Synthesis of metal–organic frameworks in water at room temperature: salts as linker sources

Abstract

Exponential growth in the interest in MOF (Metal–Organic Framework) materials in both scientific and industrial spheres has been flourishing in the last fifteen years. However, certain environmental and economic limitations could slow down their industrial establishment. Here we present an innovative, widely applicable, straightforward, rapid, inexpensive and environmentally friendly method to prepare high-quality carboxylate-based MOFs with properties rarely obtained under conventional conditions. The method is based on the use of organic salts (instead of their homologous protonated organic ligands) as anionic linker sources, so that their solubility and the deprotonation steps, which necessarily take place in the formation of MOFs, are notably favoured in aqueous solution.
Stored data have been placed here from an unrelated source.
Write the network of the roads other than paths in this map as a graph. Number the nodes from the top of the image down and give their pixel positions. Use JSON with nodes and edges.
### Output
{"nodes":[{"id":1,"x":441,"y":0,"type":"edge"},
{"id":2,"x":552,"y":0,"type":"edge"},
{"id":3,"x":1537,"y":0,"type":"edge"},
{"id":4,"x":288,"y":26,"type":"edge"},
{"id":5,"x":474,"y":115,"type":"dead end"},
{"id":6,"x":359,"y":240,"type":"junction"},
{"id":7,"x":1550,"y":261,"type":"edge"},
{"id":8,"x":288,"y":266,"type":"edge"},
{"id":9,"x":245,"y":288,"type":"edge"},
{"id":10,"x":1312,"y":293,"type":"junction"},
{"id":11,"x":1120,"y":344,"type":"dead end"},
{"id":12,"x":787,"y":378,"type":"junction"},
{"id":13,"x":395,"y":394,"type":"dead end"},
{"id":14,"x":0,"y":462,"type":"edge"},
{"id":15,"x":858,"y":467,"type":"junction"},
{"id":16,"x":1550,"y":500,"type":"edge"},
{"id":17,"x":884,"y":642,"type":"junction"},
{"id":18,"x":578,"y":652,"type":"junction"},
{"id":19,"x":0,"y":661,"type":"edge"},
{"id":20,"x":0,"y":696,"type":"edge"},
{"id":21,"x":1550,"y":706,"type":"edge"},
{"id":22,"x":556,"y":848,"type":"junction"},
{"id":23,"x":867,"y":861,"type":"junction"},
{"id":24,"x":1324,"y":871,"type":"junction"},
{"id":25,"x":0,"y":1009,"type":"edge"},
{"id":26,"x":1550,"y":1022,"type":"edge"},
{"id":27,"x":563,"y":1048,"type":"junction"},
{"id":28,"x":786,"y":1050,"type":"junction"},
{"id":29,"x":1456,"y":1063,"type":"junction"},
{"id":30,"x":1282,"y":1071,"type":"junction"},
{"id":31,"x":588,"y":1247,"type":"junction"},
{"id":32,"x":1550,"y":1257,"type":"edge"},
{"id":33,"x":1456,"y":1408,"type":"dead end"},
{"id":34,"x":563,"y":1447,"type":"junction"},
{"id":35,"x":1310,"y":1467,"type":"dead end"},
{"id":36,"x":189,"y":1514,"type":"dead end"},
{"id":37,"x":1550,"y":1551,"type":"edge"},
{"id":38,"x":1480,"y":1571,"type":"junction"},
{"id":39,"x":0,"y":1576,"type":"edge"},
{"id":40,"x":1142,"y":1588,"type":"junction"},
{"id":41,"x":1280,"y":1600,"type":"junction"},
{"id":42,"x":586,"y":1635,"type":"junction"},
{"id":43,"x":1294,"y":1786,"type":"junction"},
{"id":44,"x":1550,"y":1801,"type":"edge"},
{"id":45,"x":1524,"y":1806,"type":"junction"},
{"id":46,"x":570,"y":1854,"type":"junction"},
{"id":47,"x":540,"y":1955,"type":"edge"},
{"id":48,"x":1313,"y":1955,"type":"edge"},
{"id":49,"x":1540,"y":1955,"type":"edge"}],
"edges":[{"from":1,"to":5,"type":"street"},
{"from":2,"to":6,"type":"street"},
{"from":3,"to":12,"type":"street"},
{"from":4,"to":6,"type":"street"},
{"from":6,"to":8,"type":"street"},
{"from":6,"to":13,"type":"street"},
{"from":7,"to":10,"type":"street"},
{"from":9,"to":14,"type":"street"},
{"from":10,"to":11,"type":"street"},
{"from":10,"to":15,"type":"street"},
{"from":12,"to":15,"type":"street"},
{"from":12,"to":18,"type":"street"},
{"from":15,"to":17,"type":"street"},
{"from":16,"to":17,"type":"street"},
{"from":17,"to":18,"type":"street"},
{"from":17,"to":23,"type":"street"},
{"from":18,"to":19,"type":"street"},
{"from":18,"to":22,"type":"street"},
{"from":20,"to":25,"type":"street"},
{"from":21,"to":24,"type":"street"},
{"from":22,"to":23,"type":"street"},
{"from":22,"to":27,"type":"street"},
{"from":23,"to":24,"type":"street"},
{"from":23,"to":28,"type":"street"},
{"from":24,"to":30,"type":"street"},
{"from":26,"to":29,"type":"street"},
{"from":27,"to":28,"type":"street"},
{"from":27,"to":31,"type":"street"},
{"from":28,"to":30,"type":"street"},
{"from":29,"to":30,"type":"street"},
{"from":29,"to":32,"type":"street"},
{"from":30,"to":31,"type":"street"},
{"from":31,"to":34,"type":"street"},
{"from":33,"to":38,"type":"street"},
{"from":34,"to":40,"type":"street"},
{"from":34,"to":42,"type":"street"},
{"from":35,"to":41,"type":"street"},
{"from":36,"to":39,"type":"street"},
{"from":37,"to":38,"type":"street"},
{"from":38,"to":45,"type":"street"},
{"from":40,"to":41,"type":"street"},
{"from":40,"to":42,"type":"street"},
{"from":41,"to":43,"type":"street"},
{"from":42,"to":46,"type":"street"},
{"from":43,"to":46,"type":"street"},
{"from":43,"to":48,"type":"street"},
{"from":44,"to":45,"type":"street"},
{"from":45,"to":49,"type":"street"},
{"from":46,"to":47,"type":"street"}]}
As an example, the preparation of X-MIL-53-Al (X = none, NH₂, NO₂) materials is reported at room temperature, with the following additional advantages for some applications: they (i) are nanocrystalline, (ii) have notable and ordered inter-crystalline mesoporosity, and (iii) contain a reduced or even a negligible amount of unreacted linker within the pores. To the best of our knowledge, this is the first preparation of a 3-D highly-porous MOF under these two industrially-demanded synthesis conditions: room temperature and water as the sole solvent. The scarce commercial availability of these linker salts is a limitation that can be easily circumvented by replacing the salts with their protonated analogue plus a base. Following this method, a high-quality MOF-74 material, so far only prepared in organic solvents, could be also prepared in water and at room temperature. Even in organic media, in which this approach could be a priori unfavourable from a linker solubility point of view, MOFs with properties unattainable through conventional methods of synthesis can be prepared following this approach. That is the case for the synthesis of MOF-5 with the highest interpenetration degree ever described by just replacing terephthalic acid with disodium terephthalate as the linker source and maintaining the otherwise conventional conditions including the use of DMF as the solvent.